§ **What needs to be done**
Your answer should be the lines of the material that include the word "lists".

§ **Source information**
· · · · · · ·
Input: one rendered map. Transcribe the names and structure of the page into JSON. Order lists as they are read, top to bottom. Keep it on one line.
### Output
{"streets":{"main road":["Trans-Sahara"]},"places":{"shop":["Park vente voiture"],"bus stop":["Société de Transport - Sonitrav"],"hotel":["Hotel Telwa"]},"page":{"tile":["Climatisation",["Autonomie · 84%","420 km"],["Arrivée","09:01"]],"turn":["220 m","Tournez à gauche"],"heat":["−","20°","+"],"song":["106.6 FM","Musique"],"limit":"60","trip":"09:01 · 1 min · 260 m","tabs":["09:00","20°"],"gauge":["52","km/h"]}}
· · · · · · ·
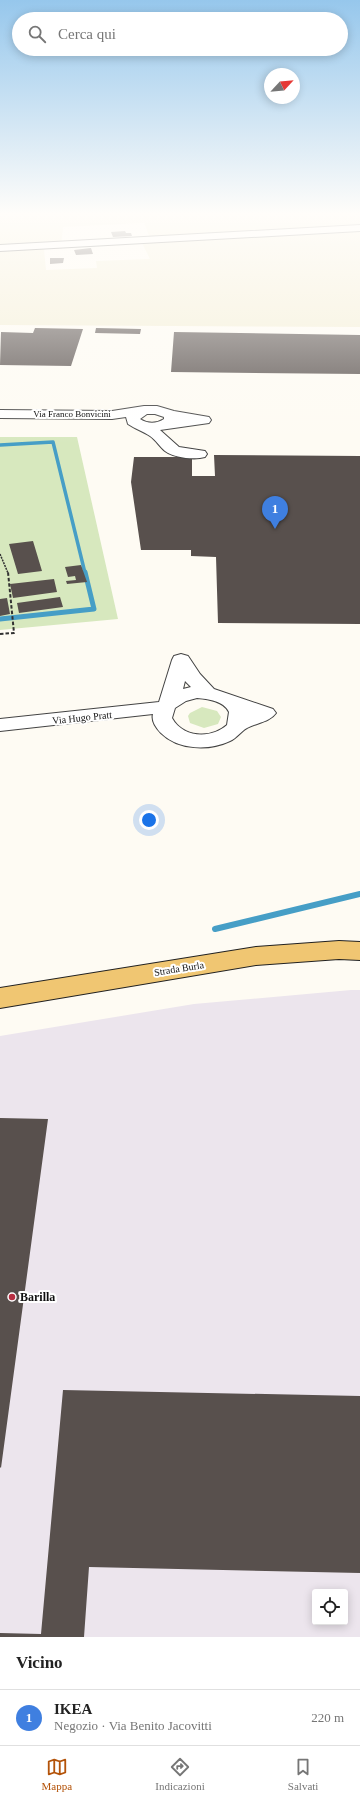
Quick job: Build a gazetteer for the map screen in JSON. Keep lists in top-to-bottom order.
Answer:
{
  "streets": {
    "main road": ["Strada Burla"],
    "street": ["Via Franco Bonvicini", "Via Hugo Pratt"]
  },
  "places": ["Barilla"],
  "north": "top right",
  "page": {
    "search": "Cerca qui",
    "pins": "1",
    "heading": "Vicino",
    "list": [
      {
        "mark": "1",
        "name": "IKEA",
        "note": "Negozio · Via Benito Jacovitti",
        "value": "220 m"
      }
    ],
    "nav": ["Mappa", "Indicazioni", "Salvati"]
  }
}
· · · · · · ·
§ **Response to this task**
Input: one rendered map. Transcribe the names and structure of the page into JSON. Order lists as they are read, top to bottom. Keep it on one line.
Quick job: Build a gazetteer for the map screen in JSON. Keep lists in top-to-bottom order.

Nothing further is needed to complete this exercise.